I have a set of data x1, y1 ≈ f.(x1) and one x2, y2 ≈ a*f.(x2) .+ b for some natural black box function f and constants a, b. I would like to merge these two datasets by scaling and shifting y2, essentially finding a and b. The physical motivation is, for instance, spectrometry of the same features using different integration times.

If enough of x2 has “close neighbors” in x1, this is easy to do decently manually, but I find surprisingly little information on automating the process. My current approach is to minimize wrt p the sum over each possible pair of points (x1[i], y1[i]), (x2[j], y2[j]) of the error function

(p[1]*y2+p[2] - y1)^2/(1 + (x2 - x1)^2/w^2)

where the points are weighted by the lorentzian 1/(1 + Δx^2/w^2) of width w chosen as some multiple of mean(diff(x)). Results are not great so far.

Has anyone here seen anything similar to this? Image stitching seems adjacent, but not a perfect match.

MWE:

using Plots, Optim
f(x) = exp(-x^2)
x1 = randn(50) .- 1.0
x2 = randn(30) .+ 1.0
y1 = f.(x1)
y2 = 1.5*f.(x2) .+ 0.5
p1 = plot([x1, x2], [y1, y2]; seriestype=:scatter) # don't line up
w = 0.5*sum(diff(sort(vcat(x1, x2))))/(length(x1)+length(x2))
error_fun(p) = sum(
    (p[1]*y2 .+ p[2] - y1)^2/(1 + (x2 - x1)^2/w^2) for (x1, y1) in zip(x1, y1), (x2, y2) in zip(x2, y2)
)
result = optimize(error_fun, [1.0, 0.0]).minimizer
p2 = plot(vcat(x1, x2), vcat(y1, result[1]*y2 .+ result[2]); seriestype=:scatter) # should line up
plot!(p2, f; seriestype=:path)
plot(p1, p2)

stitch

1 Like

My usual thing when faced with unknowns is to formulate a Bayesian inference problem.

I’m going to assume that you don’t have an explicit form for the f() function. In that case, at least what you have is some noisy measures of f() in your plot maybe that’s the blue data. And you have some noisy measures of a*f()+b the red data.

I would choose some small ranges of data, and say for each range that a line fits through the data… (let’s call this a set of of local taylor series of f)

blue ~ Normal((m*(x-xcenter) + c),scale)
red ~ Normal(a * (m*(x-xcenter) + c) + b, scale*a)

where there’s a different m and c for each small range and xcenter is the center of each range. You probably don’t need to deal with all the ranges, but several ranges where m varies is probably preferred because you will get better inference for a I think.

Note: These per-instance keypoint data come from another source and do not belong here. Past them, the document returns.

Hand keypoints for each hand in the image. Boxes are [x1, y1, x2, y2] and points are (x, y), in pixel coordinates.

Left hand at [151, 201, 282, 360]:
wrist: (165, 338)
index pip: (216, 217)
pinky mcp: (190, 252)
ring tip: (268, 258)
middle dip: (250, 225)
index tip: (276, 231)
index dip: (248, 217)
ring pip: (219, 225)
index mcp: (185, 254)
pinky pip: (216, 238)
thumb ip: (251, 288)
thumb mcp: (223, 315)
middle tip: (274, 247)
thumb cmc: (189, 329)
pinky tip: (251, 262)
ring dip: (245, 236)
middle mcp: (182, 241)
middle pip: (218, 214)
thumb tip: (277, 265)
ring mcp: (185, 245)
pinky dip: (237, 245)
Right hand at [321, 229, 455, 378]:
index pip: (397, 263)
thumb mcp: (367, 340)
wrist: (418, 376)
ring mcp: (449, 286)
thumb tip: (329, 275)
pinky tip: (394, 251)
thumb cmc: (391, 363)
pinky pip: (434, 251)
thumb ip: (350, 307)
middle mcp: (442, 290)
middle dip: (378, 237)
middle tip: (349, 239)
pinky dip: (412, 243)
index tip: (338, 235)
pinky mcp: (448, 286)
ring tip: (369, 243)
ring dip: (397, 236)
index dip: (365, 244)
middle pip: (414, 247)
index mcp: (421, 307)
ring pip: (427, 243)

The a and b would be shared across all the ranges, and the m and c would be different for each range.

Sample from this posterior distribution using Turing, and then you’ll see not only inference for a and b but also their uncertainty, and the correlation between them.

1 Like

I can think here of two approaches. One - maybe the data can be described by some relatively simple function with a few (3…6) parameter - a polynom, rational function, gauss, some combination of these, whatever (“With four parameters I can fit an elephant, and with five I can make him wiggle his trunk.” :slightly_smiling_face:). It is better if there were some physical rational behind, but not necessary. Then, first fit the first dataset, then add the a and b to the parameters and fit the combined dataset.

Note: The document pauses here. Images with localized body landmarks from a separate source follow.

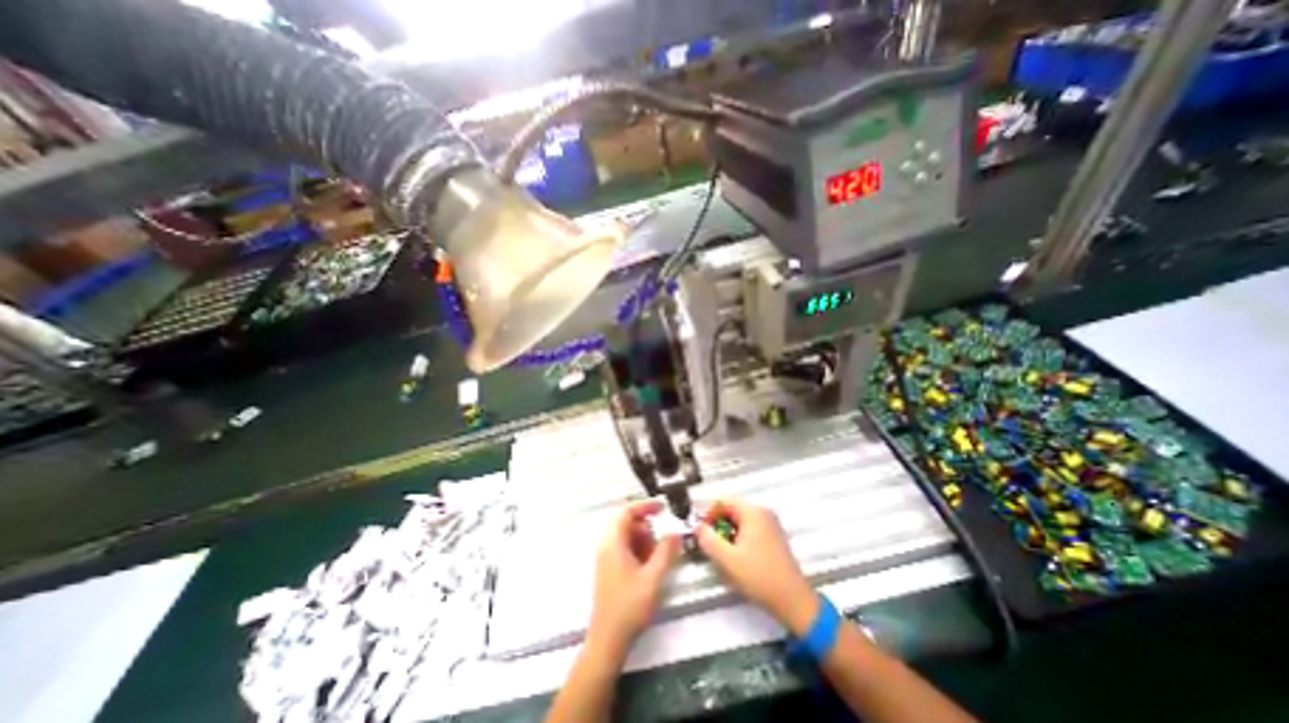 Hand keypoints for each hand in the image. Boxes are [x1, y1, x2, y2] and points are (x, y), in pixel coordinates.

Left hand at [587, 503, 678, 648]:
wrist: (608, 640)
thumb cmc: (629, 606)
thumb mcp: (653, 577)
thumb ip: (666, 551)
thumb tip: (675, 532)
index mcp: (613, 542)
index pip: (627, 511)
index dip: (645, 506)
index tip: (663, 508)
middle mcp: (607, 545)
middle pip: (627, 524)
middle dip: (647, 529)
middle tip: (663, 542)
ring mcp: (606, 558)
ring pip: (627, 537)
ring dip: (644, 541)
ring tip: (657, 558)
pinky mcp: (609, 569)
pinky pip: (625, 549)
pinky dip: (639, 552)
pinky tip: (649, 568)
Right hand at [695, 501, 814, 634]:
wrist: (793, 601)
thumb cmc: (759, 576)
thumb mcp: (727, 559)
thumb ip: (708, 539)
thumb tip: (698, 527)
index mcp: (753, 512)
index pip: (723, 501)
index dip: (708, 514)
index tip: (701, 533)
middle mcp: (763, 512)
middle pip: (732, 510)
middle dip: (718, 525)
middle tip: (709, 545)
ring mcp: (770, 525)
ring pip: (740, 521)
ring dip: (727, 533)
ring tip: (722, 554)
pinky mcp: (774, 538)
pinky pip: (750, 529)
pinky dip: (739, 539)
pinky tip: (737, 558) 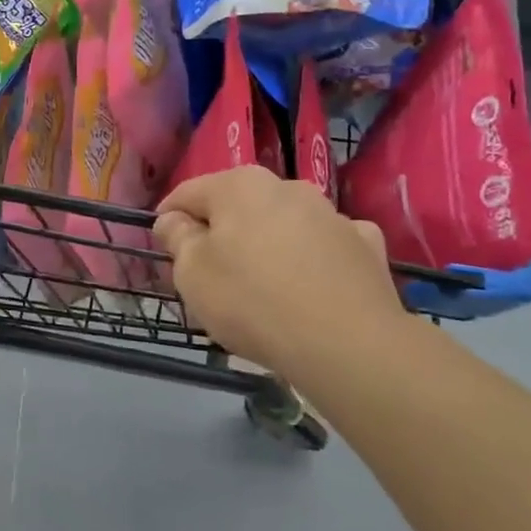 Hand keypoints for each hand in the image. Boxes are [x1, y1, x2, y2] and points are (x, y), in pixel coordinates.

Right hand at [154, 167, 407, 377]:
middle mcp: (287, 186)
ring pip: (283, 224)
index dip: (169, 219)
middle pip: (238, 206)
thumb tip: (174, 219)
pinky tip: (312, 288)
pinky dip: (313, 259)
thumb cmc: (253, 302)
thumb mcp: (192, 274)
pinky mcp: (366, 245)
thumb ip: (177, 238)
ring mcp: (332, 214)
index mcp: (239, 185)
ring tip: (263, 287)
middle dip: (222, 232)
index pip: (188, 193)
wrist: (349, 345)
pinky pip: (325, 246)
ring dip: (267, 243)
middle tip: (211, 274)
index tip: (164, 248) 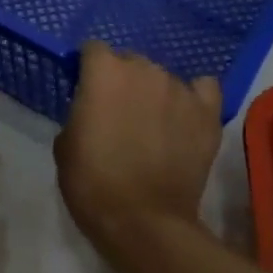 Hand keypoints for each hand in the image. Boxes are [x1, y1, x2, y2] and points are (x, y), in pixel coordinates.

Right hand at [56, 41, 222, 260]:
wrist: (144, 222)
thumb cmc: (93, 183)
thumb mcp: (65, 144)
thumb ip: (80, 112)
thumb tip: (92, 109)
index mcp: (104, 72)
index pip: (94, 49)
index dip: (89, 70)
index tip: (86, 92)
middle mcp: (144, 69)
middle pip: (131, 61)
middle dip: (123, 81)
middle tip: (119, 113)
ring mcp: (179, 89)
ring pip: (163, 77)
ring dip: (155, 93)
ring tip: (154, 124)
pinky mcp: (207, 112)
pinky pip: (203, 89)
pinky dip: (194, 98)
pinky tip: (186, 115)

Another approach - local one. Interpolate both data separately onto a regular grid, then you have your “new” data all with the same x-values, then just do LSQ fit for a and b .

2 Likes

Here is my attempt (please note that statistics is something I would really like to be good at; but I’m not…)

If the sample points are dense enough, a simple interpolation could be sufficient to approximate f.(x2). Once we have an approximation of f.(x2) the rest is linear regression.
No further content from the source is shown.